* INSTRUCTIONS FOR THE TASK: Say how many lines in the records contain the string "highway", giving the number by itself.

[Opening DATA SHOWN section]

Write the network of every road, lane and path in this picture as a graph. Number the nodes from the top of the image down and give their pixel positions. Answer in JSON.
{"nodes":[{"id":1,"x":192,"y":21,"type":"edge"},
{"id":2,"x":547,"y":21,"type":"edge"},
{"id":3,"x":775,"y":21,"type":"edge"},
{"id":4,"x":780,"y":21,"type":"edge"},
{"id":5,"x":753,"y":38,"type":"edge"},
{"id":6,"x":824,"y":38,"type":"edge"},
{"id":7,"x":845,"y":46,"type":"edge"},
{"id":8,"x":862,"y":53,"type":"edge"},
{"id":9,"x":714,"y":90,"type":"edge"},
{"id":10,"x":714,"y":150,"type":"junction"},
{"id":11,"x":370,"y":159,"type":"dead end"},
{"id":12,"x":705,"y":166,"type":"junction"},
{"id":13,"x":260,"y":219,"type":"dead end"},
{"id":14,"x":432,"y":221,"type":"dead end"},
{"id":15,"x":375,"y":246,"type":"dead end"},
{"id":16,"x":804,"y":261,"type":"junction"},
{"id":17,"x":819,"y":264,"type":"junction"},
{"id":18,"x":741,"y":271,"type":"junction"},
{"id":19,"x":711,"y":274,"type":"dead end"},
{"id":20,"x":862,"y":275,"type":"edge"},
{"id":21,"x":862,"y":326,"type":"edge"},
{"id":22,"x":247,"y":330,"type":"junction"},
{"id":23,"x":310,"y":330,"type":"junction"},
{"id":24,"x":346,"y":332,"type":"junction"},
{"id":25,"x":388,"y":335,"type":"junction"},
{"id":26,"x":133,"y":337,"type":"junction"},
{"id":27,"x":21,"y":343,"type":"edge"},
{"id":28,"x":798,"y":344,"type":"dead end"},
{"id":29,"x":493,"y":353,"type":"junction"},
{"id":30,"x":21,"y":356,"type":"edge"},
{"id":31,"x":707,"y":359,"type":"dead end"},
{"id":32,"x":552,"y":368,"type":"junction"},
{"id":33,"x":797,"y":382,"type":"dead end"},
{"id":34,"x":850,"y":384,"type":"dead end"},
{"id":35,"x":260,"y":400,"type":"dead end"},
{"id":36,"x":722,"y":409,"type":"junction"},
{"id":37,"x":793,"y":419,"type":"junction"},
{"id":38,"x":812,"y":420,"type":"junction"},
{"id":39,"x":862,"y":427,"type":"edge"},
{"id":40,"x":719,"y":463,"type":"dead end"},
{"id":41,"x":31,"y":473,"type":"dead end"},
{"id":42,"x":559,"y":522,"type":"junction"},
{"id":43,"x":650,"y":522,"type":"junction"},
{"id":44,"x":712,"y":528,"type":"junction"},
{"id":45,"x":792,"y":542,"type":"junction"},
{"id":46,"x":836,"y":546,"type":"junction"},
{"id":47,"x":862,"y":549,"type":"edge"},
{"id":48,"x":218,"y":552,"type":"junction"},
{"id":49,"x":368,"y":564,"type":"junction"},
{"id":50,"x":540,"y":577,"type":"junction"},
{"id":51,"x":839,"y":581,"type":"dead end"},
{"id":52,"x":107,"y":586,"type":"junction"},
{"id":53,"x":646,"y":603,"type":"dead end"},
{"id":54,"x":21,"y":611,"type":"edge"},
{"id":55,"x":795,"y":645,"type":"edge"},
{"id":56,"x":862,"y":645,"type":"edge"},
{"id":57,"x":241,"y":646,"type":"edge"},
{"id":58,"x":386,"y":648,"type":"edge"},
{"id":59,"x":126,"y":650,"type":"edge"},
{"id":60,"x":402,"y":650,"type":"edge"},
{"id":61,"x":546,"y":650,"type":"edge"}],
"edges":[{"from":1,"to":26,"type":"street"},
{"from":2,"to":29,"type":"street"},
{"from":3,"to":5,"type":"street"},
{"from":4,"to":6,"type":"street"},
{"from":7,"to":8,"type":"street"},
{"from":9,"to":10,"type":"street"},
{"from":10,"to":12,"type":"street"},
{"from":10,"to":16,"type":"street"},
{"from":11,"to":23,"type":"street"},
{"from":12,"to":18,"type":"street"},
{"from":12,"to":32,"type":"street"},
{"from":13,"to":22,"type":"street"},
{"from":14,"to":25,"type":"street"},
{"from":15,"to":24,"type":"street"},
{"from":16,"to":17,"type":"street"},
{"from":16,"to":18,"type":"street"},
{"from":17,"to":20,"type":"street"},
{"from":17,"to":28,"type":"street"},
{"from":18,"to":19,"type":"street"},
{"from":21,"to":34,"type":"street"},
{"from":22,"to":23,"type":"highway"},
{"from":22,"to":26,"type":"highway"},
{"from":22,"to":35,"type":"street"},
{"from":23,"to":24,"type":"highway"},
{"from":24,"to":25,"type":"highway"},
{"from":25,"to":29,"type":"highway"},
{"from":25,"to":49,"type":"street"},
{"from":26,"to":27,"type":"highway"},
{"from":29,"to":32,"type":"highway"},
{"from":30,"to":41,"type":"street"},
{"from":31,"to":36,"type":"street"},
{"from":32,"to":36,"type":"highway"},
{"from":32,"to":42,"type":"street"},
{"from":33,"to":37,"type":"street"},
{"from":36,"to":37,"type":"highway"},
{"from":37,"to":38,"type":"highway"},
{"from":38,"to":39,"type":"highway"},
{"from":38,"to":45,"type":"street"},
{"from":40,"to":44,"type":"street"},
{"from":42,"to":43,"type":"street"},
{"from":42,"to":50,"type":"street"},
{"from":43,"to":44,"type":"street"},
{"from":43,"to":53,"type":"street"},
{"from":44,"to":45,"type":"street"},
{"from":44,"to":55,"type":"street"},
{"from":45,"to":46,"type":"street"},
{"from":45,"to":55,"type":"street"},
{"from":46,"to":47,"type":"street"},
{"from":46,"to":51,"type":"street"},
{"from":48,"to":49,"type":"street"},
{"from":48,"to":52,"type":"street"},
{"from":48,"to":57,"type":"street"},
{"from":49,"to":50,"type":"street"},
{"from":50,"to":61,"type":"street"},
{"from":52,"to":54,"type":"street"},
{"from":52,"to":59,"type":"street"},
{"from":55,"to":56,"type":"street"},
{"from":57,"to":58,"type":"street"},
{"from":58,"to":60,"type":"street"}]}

[Closing DATA SHOWN section]

* OUTPUT BELOW: 11